Segment Start: Data to use

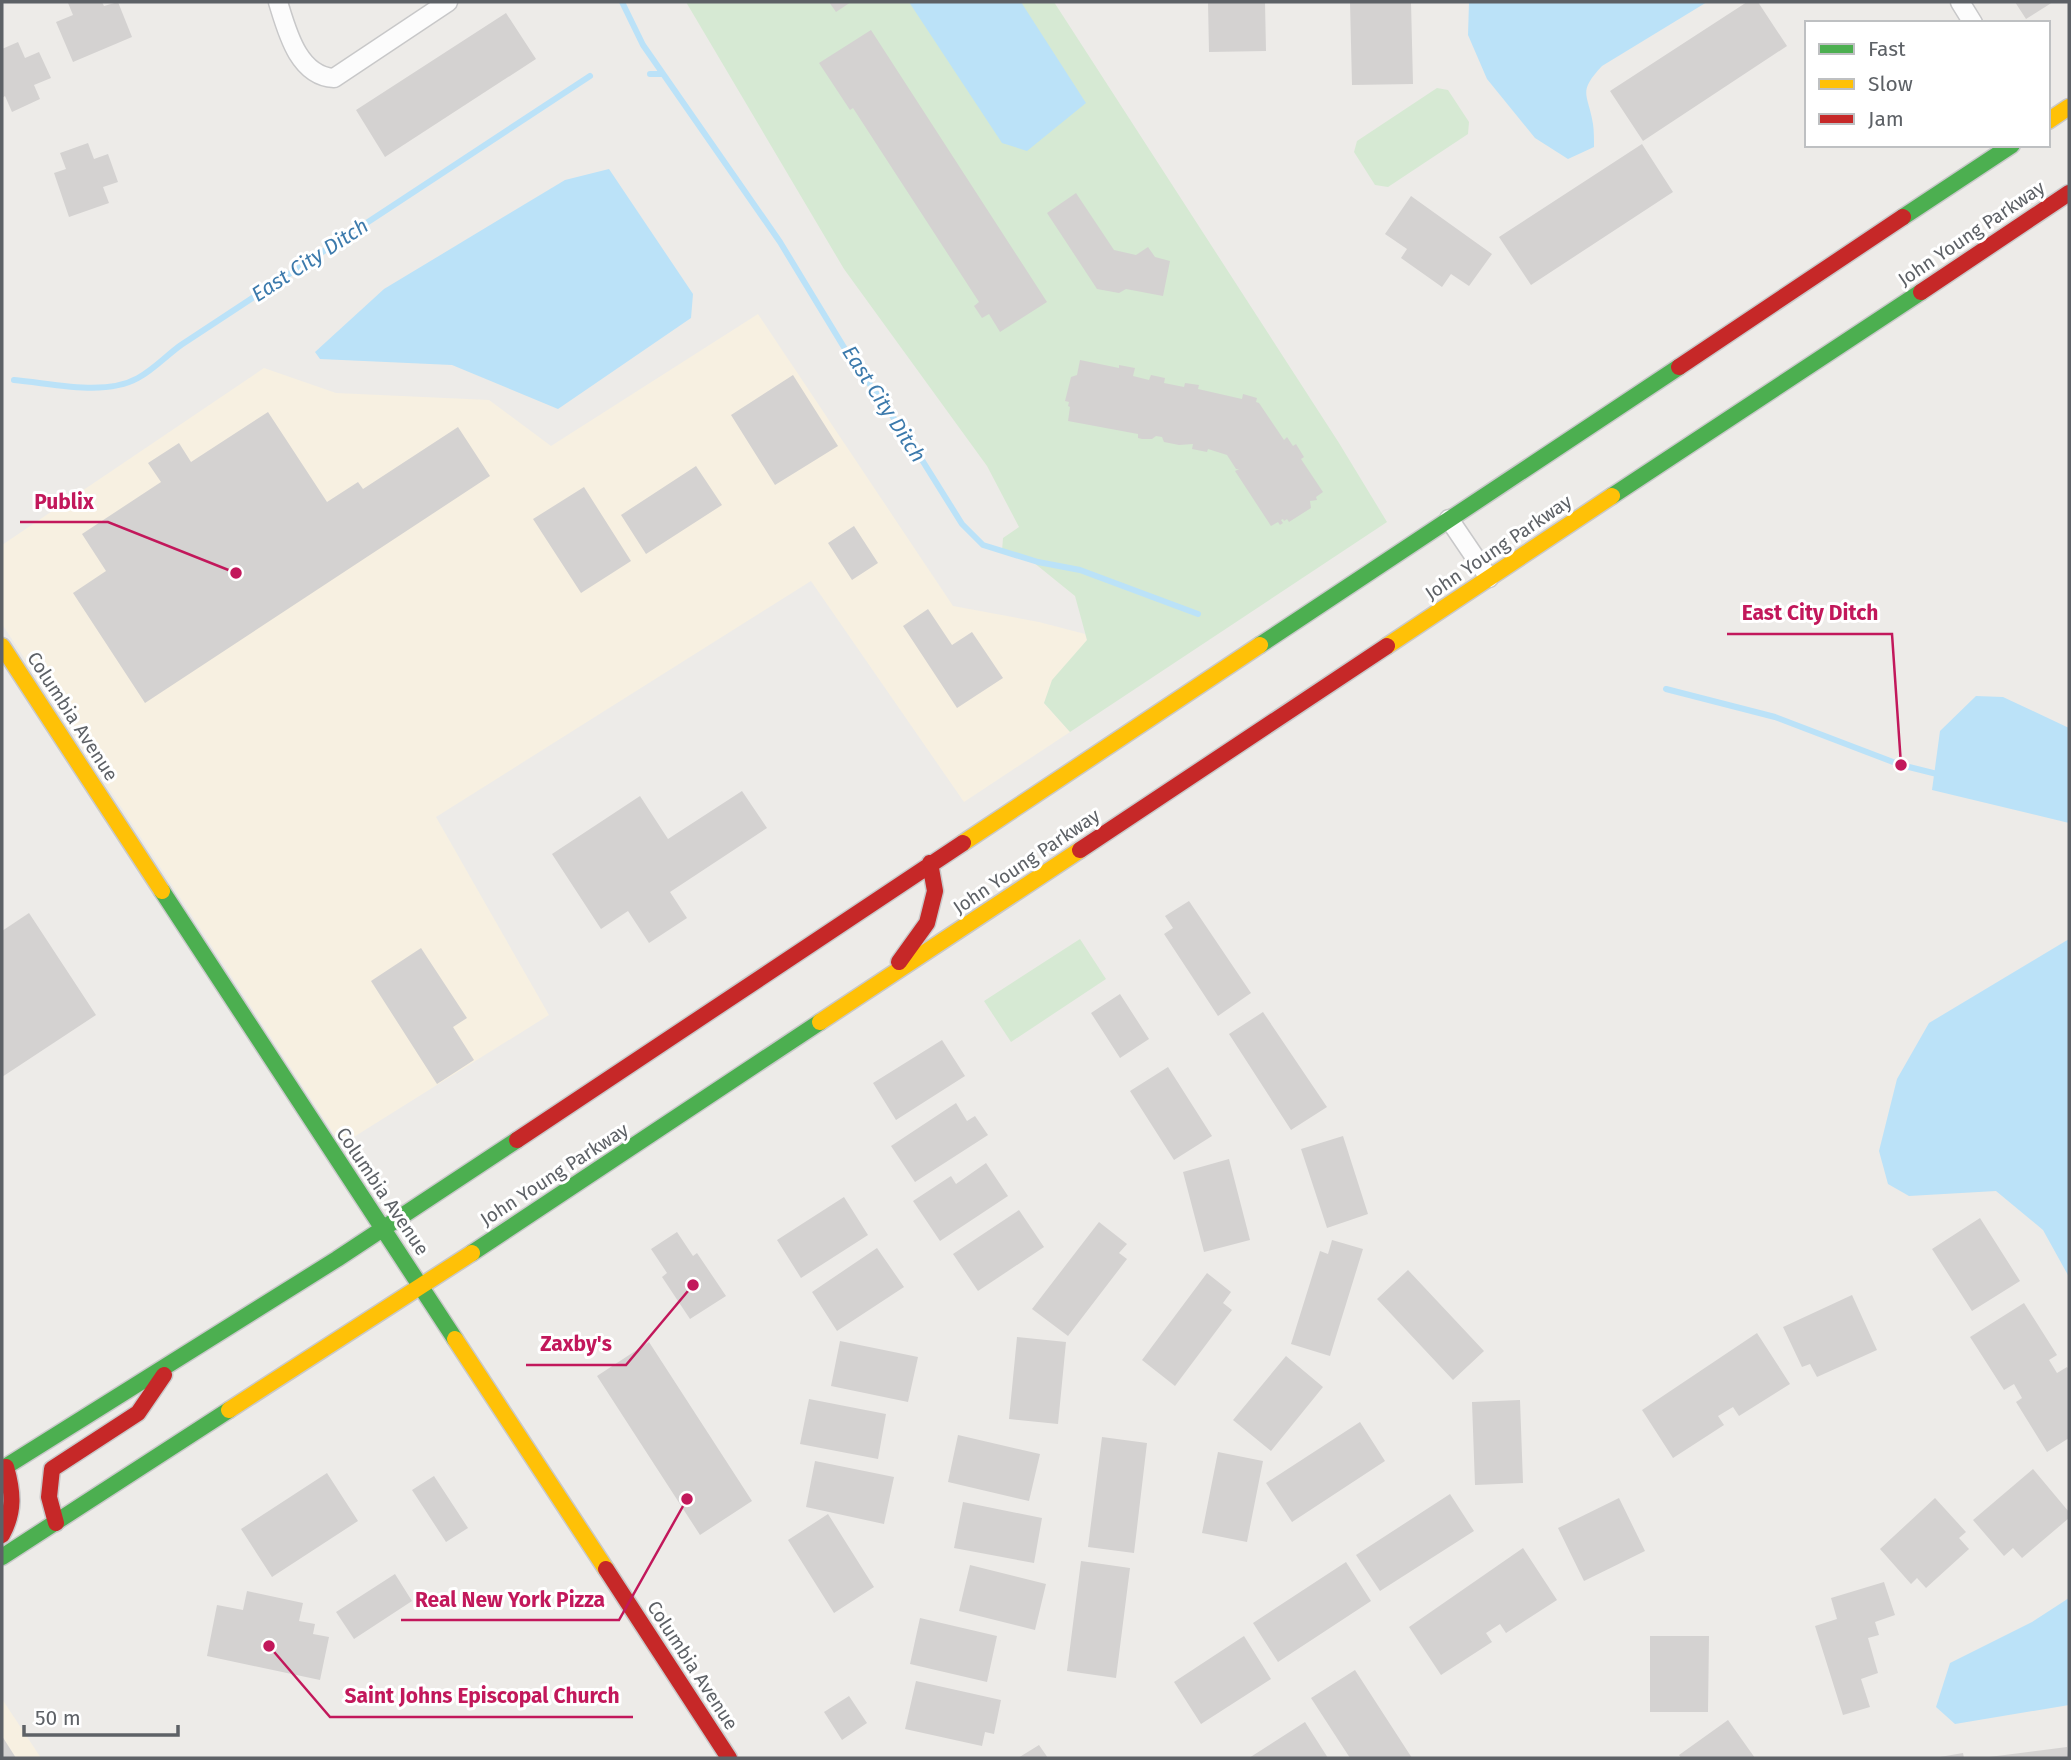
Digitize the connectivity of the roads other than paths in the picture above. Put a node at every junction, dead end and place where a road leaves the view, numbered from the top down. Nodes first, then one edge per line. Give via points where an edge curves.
1 (278, 2) edge
2 (448, 2) edge
3 (1959, 2) edge
4 (1972, 21) edge
5 (2069, 107) edge
6 (2050, 120) edge
7 (2009, 147) edge
8 (2069, 193) edge
9 (1449, 519) junction
10 (1489, 578) junction
11 (2, 646) edge
12 (930, 863) junction
13 (887, 978) junction
14 (382, 1229) junction
15 (421, 1286) junction
16 (172, 1365) junction
17 (4, 1468) edge
18 (56, 1523) junction
19 (2, 1535) edge
20 (2, 1556) edge
21 (729, 1758) edge

1 - 2 street via 289,39 309,68 321,78 334,78
3 - 4 street
5 - 6 main road
7 - 9 main road
8 - 10 main road, John Young Parkway
9 - 10 street
9 - 12 main road
10 - 13 main road, John Young Parkway
11 - 14 main road, Columbia Avenue
12 - 13 main road via 935,891 927,923
12 - 14 main road
13 - 15 main road, John Young Parkway
14 - 15 main road, Columbia Avenue
14 - 16 main road
15 - 18 main road, John Young Parkway
15 - 21 main road, Columbia Avenue
16 - 17 main road
16 - 18 main road via 138,1413 52,1469 48,1505
17 - 19 main road via 15,1499
18 - 20 main road, John Young Parkway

Segment End: Data to use

Directions:
Copy the records exactly. Skip any pictures.

The completed task:
Digitize the connectivity of the roads other than paths in the picture above. Put a node at every junction, dead end and place where a road leaves the view, numbered from the top down. Nodes first, then one edge per line. Give via points where an edge curves.
1 (278, 2) edge
2 (448, 2) edge
3 (1959, 2) edge
4 (1972, 21) edge
5 (2069, 107) edge
6 (2050, 120) edge
7 (2009, 147) edge
8 (2069, 193) edge
9 (1449, 519) junction
10 (1489, 578) junction
11 (2, 646) edge
12 (930, 863) junction
13 (887, 978) junction
14 (382, 1229) junction
15 (421, 1286) junction
16 (172, 1365) junction
17 (4, 1468) edge
18 (56, 1523) junction
19 (2, 1535) edge
20 (2, 1556) edge
21 (729, 1758) edge

1 - 2 street via 289,39 309,68 321,78 334,78
3 - 4 street
5 - 6 main road
7 - 9 main road
8 - 10 main road, John Young Parkway
9 - 10 street
9 - 12 main road
10 - 13 main road, John Young Parkway
11 - 14 main road, Columbia Avenue
12 - 13 main road via 935,891 927,923
12 - 14 main road
13 - 15 main road, John Young Parkway
14 - 15 main road, Columbia Avenue
14 - 16 main road
15 - 18 main road, John Young Parkway
15 - 21 main road, Columbia Avenue
16 - 17 main road
16 - 18 main road via 138,1413 52,1469 48,1505
17 - 19 main road via 15,1499
18 - 20 main road, John Young Parkway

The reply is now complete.